§ WORK TASK:
Lines with the string "highway" are to be identified in the listing and copied.
**** TASK MATERIAL
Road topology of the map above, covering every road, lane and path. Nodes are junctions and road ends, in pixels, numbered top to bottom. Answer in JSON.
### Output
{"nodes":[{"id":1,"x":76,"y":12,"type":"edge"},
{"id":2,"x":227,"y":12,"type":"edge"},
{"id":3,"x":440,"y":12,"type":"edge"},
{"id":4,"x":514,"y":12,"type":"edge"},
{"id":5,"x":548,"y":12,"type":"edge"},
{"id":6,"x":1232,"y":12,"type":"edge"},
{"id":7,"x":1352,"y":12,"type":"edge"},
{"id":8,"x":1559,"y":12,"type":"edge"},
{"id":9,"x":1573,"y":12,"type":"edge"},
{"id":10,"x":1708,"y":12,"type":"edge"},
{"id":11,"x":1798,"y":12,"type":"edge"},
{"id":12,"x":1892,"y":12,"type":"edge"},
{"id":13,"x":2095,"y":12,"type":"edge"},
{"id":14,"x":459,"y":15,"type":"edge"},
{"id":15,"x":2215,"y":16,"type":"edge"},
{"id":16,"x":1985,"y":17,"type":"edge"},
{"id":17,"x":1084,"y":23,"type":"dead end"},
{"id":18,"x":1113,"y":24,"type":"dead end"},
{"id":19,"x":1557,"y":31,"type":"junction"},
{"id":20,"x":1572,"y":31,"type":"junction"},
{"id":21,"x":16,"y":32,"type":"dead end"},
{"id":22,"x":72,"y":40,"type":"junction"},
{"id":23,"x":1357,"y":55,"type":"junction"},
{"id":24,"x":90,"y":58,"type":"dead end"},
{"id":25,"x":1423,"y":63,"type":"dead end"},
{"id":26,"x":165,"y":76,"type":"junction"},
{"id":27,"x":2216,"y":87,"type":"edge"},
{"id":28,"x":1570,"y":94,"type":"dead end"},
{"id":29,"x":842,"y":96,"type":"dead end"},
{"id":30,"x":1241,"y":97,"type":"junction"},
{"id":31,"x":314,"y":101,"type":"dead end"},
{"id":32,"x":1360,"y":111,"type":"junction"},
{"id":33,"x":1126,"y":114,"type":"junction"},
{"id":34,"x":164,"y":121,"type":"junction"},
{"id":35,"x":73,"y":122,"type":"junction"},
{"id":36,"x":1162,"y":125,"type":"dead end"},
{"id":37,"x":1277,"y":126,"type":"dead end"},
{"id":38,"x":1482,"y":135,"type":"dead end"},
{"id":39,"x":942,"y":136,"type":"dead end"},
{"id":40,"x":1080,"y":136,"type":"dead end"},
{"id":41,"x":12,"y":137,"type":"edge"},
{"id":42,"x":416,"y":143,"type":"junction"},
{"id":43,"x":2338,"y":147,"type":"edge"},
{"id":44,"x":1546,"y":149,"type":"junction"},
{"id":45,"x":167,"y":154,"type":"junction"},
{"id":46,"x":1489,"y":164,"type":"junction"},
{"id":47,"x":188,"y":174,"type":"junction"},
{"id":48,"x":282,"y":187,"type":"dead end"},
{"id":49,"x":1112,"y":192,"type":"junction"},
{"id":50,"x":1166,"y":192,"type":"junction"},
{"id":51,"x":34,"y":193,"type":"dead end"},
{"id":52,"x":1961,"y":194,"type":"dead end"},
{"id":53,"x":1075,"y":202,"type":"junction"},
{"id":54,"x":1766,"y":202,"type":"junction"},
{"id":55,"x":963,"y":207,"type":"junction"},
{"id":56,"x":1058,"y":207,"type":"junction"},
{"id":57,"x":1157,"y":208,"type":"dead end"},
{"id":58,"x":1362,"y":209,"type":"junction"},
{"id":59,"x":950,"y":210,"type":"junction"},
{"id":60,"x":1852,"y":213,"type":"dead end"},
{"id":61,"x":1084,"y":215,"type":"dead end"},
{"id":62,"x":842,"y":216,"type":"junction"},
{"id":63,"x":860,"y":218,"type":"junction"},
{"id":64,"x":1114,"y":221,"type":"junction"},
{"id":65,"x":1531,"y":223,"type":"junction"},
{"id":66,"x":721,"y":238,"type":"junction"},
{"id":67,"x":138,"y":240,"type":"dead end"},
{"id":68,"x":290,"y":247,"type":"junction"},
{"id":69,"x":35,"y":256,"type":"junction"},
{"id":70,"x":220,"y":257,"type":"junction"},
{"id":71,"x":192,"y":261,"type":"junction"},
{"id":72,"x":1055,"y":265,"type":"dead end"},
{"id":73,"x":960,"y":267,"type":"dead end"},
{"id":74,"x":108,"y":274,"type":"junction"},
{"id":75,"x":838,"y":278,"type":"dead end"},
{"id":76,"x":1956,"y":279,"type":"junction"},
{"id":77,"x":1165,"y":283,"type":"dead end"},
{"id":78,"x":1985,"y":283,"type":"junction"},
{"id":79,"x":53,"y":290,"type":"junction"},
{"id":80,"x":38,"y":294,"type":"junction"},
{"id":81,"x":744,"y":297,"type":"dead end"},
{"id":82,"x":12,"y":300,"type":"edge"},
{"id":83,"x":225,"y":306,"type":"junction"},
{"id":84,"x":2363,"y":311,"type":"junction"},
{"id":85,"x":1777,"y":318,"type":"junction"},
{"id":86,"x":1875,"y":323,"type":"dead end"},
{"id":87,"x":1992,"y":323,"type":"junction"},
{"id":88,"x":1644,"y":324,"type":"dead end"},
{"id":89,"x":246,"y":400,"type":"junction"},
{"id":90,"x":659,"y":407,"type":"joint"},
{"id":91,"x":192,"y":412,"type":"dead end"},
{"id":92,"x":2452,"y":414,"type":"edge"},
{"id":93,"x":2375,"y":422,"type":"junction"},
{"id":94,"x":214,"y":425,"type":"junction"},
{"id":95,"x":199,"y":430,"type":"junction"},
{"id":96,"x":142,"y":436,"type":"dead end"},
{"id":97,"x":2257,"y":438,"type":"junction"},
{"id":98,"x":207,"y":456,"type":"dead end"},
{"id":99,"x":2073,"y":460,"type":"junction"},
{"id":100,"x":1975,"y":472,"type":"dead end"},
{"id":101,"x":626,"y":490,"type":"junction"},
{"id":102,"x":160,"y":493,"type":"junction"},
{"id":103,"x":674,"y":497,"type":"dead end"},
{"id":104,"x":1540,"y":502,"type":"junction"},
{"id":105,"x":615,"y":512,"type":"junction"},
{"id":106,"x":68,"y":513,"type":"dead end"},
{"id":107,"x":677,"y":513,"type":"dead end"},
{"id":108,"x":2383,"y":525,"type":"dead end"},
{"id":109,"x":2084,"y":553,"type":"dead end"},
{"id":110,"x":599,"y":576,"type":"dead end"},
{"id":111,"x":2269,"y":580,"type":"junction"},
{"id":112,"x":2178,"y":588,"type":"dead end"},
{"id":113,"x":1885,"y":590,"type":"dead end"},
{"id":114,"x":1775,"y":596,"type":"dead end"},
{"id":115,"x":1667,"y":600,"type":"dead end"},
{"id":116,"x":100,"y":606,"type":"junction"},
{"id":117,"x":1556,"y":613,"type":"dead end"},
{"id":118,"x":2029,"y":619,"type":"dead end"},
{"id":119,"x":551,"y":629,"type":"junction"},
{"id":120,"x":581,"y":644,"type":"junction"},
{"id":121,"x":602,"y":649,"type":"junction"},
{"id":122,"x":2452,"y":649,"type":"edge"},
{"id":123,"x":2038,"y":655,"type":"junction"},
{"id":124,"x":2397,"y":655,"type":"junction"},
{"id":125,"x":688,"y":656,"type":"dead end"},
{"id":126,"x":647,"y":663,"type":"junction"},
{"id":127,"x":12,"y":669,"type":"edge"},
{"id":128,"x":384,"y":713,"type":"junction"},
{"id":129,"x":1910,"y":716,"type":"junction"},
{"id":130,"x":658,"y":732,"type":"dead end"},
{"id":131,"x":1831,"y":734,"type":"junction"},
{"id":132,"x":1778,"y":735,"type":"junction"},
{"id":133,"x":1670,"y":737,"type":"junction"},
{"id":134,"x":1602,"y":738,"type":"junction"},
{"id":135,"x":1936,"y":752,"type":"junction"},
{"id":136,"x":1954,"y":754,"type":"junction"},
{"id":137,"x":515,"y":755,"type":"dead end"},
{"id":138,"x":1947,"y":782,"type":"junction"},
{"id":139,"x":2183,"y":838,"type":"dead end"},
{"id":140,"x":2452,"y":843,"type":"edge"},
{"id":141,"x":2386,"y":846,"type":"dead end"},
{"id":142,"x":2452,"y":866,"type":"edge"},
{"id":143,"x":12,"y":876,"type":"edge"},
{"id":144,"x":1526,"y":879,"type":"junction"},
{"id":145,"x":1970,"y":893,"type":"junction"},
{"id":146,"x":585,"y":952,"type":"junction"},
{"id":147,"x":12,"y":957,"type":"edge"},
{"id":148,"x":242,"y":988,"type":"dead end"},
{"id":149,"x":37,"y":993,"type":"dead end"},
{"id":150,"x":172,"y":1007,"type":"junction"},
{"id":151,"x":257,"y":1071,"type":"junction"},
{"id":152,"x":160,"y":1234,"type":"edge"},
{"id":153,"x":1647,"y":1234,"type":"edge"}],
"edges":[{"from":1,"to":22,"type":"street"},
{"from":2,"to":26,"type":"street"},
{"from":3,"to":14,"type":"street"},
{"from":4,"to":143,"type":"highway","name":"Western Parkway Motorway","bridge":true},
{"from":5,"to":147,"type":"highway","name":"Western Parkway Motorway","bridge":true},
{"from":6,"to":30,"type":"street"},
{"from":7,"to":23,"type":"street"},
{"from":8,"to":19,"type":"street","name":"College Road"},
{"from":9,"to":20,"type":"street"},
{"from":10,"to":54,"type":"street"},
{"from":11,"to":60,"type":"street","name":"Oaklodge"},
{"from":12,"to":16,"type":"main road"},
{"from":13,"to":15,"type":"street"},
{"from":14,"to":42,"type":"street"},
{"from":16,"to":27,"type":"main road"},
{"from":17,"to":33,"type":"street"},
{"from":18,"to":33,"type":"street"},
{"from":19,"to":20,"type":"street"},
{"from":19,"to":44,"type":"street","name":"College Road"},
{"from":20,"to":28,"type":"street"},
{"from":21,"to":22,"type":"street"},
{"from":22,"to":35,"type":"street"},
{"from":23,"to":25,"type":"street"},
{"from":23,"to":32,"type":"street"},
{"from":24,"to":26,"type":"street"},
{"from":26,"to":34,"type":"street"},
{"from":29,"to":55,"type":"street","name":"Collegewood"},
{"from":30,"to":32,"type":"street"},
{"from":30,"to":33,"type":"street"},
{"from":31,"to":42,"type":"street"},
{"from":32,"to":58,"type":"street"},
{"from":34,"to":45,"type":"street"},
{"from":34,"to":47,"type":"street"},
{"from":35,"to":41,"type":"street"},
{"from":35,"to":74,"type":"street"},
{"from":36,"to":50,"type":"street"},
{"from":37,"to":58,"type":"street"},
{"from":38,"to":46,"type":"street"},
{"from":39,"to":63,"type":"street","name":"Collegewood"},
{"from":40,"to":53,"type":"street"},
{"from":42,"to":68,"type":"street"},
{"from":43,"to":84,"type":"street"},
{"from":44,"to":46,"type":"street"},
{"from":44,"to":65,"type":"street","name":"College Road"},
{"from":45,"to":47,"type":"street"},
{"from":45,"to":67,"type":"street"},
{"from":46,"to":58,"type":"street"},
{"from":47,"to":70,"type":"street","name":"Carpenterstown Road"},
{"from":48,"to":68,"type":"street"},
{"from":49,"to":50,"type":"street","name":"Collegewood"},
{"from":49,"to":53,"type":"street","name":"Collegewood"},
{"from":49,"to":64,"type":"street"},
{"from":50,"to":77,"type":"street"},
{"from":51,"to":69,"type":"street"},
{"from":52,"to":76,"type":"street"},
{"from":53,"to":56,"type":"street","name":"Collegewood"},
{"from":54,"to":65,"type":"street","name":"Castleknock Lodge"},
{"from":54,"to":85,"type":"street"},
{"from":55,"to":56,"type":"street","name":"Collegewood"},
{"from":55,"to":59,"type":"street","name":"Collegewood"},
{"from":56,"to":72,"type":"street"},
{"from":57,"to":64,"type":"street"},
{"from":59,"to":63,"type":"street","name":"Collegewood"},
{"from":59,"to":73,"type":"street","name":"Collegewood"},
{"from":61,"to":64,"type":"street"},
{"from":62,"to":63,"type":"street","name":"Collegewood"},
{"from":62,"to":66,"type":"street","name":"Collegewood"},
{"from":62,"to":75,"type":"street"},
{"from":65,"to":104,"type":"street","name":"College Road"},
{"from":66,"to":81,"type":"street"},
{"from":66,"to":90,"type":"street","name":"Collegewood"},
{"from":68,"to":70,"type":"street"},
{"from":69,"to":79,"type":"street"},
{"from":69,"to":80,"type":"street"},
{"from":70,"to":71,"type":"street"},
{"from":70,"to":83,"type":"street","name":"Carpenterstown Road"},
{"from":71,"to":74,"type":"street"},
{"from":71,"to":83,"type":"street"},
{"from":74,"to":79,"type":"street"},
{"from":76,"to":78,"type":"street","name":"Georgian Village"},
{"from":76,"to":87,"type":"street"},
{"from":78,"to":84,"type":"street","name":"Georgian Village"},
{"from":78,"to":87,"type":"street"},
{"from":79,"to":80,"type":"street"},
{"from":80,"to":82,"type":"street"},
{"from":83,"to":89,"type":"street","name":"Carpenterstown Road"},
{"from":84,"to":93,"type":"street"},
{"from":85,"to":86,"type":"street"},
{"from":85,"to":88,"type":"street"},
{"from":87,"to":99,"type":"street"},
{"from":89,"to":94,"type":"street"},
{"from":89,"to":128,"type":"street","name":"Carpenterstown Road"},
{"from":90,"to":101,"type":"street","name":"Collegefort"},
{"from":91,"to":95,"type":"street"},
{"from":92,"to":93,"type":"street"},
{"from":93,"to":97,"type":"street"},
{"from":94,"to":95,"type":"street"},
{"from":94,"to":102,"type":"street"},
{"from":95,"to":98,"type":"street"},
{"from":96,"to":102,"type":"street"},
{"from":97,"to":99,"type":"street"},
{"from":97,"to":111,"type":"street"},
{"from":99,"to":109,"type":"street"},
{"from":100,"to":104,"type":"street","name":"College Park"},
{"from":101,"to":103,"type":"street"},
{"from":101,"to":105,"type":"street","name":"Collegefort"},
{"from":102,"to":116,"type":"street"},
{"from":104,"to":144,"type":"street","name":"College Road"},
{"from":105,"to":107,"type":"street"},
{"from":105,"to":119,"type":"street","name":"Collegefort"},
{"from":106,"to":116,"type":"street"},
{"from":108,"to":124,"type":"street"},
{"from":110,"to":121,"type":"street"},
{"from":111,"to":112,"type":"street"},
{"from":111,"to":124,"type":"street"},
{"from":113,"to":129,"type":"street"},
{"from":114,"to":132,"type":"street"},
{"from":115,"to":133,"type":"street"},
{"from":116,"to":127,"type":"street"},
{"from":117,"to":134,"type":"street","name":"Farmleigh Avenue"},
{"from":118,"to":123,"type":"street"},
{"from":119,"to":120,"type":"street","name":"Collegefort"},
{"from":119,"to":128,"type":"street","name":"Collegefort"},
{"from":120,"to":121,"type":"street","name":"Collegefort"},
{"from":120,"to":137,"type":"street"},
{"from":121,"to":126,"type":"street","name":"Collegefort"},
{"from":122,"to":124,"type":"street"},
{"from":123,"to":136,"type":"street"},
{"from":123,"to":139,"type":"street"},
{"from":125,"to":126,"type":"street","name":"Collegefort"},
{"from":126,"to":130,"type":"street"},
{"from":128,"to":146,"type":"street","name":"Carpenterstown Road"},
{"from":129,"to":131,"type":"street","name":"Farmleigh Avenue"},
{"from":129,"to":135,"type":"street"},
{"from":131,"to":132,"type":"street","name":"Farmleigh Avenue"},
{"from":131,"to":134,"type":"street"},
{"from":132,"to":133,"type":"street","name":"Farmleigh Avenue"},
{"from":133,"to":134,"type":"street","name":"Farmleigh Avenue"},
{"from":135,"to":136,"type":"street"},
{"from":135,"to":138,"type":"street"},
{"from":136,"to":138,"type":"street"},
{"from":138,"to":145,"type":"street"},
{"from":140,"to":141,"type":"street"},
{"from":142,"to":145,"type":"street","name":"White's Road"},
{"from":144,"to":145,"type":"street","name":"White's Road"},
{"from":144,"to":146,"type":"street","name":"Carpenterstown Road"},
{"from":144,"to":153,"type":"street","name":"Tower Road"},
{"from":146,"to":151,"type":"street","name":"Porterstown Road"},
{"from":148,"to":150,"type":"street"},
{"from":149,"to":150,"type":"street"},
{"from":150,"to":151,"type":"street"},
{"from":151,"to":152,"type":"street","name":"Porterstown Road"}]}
********
§ WRITTEN SOLUTION:
{"from":4,"to":143,"type":"highway","name":"Western Parkway Motorway","bridge":true},
{"from":5,"to":147,"type":"highway","name":"Western Parkway Motorway","bridge":true},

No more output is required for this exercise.